# EXERCISE DIRECTIONS
Scan the material and copy out each line where the word "大阪狭山線" occurs.
--- RECORDS SUPPLIED ---
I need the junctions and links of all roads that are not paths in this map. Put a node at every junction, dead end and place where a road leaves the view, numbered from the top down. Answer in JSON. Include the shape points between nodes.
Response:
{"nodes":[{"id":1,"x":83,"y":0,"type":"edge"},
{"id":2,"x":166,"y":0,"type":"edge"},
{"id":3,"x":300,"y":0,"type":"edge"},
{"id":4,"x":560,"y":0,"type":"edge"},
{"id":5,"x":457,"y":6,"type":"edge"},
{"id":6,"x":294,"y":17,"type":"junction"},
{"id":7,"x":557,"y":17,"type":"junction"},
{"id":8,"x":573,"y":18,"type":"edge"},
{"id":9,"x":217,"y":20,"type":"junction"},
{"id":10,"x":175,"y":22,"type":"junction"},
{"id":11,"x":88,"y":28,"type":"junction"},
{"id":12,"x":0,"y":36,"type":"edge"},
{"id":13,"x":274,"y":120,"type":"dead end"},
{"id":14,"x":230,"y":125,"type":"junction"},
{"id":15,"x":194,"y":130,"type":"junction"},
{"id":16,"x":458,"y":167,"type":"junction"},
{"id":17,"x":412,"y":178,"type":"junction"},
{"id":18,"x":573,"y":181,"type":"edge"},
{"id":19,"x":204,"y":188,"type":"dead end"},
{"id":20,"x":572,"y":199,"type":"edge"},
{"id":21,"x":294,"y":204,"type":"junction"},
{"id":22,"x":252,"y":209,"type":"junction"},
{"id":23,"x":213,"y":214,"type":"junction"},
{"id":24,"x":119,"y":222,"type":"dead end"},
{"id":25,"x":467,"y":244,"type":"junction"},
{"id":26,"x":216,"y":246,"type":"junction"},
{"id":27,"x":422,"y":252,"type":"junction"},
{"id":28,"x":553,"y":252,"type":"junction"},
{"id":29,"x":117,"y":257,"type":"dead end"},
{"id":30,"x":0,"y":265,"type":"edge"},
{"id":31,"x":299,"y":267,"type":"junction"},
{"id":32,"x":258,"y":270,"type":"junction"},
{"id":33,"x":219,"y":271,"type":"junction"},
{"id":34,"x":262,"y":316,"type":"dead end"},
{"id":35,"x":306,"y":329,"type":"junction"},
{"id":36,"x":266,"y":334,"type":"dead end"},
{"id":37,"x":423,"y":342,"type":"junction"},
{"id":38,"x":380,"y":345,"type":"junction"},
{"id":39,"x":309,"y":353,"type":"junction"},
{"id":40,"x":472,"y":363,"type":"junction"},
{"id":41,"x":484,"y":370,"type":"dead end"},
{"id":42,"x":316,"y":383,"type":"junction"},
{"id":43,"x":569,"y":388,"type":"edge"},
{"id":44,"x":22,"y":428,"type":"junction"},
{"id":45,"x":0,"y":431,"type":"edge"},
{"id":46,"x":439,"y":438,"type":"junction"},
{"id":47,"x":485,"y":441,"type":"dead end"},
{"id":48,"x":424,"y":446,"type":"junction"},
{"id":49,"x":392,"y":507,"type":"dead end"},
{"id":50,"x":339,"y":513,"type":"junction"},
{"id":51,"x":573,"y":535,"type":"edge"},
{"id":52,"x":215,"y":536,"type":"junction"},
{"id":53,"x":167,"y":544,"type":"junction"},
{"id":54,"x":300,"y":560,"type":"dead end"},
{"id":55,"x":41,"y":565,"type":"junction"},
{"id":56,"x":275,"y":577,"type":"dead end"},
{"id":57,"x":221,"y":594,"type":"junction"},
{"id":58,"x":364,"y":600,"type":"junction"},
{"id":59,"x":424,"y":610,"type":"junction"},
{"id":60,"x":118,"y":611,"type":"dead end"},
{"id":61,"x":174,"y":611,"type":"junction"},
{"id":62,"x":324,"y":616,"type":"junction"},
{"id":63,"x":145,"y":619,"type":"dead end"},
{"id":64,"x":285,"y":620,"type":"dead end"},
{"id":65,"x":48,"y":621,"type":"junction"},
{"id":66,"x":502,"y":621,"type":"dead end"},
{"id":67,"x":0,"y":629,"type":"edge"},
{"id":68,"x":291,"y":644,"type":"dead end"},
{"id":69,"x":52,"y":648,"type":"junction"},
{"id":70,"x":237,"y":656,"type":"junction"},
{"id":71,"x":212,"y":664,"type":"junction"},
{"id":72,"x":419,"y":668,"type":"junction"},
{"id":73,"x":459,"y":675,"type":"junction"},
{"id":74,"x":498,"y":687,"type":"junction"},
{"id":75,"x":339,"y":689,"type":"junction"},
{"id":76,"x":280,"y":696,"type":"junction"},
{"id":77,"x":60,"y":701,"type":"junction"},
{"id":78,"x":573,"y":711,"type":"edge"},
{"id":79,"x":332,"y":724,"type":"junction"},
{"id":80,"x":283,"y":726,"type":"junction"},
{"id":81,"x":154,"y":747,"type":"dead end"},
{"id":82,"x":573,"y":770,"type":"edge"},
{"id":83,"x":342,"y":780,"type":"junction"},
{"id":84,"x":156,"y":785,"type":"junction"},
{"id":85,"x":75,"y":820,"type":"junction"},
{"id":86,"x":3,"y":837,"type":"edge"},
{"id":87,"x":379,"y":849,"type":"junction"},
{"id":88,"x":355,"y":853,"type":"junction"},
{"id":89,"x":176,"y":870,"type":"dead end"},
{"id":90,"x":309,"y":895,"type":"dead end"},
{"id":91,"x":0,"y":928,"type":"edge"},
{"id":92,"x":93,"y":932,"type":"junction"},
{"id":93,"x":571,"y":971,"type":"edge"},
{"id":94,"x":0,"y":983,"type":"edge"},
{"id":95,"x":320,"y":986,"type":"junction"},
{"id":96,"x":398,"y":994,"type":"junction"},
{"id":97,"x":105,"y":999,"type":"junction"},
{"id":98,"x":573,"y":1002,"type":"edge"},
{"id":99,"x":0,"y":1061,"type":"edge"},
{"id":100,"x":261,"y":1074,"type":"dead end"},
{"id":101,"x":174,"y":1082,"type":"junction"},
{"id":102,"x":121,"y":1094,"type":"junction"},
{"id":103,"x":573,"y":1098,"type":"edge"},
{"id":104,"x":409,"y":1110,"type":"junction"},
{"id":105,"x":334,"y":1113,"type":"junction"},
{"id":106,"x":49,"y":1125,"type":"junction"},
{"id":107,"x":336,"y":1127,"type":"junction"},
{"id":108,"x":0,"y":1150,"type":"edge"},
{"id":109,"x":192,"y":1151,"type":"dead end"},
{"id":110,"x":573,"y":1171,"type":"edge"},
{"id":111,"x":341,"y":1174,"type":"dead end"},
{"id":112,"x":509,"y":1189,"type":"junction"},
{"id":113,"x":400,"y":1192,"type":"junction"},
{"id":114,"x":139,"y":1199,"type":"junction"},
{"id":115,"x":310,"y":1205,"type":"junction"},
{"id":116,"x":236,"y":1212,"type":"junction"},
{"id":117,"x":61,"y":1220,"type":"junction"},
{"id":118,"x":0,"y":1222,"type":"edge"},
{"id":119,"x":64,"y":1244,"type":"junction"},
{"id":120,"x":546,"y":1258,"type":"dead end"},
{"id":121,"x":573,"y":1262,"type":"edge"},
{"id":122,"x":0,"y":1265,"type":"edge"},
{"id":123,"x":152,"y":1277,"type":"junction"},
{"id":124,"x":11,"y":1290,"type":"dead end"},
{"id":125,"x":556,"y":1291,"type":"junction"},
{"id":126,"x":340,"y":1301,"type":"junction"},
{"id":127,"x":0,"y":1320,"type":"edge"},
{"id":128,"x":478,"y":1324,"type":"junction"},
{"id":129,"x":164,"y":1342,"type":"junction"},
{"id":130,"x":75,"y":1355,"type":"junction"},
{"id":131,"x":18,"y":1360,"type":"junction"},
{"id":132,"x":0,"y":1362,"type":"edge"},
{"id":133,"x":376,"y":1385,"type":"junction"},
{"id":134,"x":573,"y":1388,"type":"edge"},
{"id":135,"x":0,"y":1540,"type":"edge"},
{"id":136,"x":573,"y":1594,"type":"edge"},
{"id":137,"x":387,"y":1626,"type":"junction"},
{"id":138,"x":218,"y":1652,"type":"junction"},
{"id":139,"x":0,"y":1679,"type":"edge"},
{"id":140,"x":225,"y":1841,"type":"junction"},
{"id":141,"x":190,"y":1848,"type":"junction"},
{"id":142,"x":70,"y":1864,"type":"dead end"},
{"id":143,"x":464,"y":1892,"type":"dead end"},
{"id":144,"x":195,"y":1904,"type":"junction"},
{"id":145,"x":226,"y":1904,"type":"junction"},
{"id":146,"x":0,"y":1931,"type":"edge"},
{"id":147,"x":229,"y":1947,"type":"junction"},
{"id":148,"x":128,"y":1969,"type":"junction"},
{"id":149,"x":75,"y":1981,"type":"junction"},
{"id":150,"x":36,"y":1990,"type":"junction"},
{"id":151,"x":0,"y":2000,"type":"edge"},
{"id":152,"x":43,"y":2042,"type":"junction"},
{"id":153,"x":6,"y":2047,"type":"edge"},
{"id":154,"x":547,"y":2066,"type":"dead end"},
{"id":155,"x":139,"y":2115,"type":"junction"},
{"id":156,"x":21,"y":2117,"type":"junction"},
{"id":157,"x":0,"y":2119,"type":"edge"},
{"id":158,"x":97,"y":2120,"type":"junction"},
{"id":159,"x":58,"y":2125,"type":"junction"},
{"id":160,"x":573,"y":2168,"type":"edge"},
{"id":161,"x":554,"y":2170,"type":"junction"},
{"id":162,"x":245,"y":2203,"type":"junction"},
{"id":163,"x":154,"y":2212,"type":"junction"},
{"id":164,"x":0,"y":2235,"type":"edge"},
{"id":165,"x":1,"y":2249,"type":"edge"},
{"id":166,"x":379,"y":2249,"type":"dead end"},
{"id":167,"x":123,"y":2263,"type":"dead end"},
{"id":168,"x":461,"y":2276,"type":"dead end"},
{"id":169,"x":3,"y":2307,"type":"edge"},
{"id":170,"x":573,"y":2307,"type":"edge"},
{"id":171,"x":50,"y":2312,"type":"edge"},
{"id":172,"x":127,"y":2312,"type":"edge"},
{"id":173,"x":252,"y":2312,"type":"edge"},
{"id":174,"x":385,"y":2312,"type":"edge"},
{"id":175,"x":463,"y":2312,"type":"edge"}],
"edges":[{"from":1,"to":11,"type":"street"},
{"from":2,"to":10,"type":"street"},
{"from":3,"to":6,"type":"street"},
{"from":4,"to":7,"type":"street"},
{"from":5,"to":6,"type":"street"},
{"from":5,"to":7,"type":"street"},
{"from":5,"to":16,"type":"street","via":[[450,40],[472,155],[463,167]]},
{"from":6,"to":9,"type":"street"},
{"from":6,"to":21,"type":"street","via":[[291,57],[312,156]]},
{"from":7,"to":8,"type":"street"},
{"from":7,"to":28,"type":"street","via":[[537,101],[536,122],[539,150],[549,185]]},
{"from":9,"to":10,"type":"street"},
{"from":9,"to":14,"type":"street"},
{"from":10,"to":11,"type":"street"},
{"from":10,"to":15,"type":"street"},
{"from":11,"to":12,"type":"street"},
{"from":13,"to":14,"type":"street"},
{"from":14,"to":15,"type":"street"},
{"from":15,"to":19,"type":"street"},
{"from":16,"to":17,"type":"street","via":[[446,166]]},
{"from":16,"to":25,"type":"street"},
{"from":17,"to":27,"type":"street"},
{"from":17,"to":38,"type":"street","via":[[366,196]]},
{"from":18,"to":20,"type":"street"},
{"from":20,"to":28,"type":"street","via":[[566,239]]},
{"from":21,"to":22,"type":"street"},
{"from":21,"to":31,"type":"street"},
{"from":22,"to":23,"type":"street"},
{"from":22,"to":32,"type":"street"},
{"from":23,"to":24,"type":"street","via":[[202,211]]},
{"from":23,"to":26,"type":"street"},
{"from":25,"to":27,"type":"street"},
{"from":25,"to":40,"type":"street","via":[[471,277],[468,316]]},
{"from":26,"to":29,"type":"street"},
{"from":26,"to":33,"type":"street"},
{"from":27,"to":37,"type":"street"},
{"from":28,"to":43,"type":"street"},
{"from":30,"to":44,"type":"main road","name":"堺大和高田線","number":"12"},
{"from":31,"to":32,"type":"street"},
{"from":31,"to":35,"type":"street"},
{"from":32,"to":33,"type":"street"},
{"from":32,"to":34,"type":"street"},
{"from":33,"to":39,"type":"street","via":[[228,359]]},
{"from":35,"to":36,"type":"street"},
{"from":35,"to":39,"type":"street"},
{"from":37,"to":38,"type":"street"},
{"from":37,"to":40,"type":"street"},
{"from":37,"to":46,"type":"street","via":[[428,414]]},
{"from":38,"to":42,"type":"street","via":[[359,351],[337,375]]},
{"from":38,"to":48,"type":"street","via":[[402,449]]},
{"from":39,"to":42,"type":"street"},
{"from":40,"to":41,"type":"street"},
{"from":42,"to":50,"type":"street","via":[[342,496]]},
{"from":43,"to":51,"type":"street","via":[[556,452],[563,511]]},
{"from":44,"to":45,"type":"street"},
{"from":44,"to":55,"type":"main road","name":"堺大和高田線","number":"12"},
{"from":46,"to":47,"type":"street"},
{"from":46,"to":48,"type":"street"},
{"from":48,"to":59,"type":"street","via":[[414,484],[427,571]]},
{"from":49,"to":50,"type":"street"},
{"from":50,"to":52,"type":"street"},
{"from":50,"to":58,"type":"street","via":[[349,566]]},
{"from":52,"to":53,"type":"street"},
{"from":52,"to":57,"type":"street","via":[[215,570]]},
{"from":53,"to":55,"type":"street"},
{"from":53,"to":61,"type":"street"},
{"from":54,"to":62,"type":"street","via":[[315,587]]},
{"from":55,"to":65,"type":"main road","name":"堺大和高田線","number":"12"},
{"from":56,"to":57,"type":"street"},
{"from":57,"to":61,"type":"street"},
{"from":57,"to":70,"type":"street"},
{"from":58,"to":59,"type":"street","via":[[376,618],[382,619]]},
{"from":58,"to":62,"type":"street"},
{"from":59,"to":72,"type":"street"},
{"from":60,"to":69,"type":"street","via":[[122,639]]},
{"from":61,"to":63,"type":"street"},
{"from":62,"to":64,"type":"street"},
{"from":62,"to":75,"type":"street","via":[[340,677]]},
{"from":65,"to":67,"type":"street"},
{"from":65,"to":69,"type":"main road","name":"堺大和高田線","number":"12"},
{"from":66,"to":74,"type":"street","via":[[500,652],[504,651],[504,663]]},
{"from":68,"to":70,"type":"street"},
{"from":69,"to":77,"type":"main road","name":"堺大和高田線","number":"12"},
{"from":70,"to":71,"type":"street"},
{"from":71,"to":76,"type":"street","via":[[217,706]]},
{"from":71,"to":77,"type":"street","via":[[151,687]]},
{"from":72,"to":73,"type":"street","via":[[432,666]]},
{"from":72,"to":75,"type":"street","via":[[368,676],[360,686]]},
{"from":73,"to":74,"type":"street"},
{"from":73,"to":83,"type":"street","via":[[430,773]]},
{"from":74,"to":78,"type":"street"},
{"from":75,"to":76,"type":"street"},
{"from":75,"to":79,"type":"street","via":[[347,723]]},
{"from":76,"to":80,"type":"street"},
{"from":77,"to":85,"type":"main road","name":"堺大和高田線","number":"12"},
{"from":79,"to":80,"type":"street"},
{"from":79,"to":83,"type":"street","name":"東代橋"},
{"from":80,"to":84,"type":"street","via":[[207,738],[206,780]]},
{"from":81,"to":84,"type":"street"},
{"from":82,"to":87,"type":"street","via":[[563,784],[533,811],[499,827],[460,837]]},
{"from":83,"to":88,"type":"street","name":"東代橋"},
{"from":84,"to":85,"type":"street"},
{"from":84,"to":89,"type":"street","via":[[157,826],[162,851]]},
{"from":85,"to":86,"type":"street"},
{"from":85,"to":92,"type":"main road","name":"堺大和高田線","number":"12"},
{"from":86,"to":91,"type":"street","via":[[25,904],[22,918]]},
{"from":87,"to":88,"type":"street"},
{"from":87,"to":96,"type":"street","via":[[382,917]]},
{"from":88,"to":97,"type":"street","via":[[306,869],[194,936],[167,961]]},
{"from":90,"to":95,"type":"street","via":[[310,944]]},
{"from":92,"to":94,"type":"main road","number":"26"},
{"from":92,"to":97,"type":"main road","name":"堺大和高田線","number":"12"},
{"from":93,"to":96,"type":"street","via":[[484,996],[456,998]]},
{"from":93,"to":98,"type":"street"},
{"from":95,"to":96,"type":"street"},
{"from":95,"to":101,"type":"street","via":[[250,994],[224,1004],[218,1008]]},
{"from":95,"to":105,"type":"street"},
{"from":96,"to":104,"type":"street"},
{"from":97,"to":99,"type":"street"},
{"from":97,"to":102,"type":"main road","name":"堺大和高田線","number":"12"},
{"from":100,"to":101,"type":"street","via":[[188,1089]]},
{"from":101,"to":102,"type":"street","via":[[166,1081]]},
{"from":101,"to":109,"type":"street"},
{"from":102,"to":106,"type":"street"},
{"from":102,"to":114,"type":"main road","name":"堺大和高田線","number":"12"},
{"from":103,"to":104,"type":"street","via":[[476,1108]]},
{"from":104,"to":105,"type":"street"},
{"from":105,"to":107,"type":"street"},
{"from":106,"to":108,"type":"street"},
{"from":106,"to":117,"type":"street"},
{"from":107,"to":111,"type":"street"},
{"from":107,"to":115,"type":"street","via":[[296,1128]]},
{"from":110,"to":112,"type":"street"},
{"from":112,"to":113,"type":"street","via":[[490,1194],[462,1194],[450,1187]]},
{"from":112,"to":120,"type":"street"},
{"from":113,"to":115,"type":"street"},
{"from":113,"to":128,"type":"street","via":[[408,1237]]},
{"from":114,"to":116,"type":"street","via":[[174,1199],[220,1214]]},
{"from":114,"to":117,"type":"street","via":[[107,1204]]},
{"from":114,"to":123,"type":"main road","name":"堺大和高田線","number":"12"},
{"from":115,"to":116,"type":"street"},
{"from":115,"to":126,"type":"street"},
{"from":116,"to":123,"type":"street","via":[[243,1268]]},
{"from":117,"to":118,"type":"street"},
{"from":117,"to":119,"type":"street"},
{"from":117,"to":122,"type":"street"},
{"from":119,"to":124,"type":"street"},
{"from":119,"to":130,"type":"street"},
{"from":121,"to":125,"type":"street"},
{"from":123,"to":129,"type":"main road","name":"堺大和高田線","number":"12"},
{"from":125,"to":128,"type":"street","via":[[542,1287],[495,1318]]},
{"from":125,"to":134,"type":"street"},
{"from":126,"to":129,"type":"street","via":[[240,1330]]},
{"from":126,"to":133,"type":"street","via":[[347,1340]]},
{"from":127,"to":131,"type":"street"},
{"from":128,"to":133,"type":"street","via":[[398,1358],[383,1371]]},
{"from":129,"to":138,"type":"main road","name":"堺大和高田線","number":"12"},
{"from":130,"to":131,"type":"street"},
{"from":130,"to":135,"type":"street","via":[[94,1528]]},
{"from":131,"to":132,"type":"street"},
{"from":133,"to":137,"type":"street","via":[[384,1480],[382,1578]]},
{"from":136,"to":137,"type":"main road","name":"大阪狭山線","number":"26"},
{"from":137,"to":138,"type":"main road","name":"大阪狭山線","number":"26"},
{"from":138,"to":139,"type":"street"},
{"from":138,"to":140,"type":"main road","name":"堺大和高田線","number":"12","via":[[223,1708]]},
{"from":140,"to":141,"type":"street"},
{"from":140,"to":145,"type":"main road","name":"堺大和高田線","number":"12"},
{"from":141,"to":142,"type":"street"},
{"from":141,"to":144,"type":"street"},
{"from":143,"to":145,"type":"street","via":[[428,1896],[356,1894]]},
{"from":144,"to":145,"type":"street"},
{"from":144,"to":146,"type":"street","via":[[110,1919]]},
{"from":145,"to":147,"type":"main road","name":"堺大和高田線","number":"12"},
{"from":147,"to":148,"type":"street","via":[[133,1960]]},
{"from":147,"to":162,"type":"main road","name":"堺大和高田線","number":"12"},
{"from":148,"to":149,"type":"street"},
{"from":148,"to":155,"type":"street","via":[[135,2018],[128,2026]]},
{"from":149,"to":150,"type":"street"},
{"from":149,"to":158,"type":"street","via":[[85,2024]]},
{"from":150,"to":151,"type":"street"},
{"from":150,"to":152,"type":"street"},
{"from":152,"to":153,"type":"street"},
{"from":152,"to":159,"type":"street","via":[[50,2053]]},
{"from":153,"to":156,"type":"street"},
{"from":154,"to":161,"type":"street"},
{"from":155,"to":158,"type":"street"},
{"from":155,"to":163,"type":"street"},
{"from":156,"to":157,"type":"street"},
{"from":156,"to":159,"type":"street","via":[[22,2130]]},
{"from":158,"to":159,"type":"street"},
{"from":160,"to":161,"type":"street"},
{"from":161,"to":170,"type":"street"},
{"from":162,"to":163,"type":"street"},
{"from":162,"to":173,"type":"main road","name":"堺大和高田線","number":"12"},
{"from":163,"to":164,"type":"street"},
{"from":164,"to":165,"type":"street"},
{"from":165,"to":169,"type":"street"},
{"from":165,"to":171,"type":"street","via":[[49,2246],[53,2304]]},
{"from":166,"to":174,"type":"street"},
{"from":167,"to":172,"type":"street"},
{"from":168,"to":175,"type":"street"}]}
---
# RESPONSE BELOW
{"from":136,"to":137,"type":"main road","name":"大阪狭山線","number":"26"},
{"from":137,"to":138,"type":"main road","name":"大阪狭山線","number":"26"},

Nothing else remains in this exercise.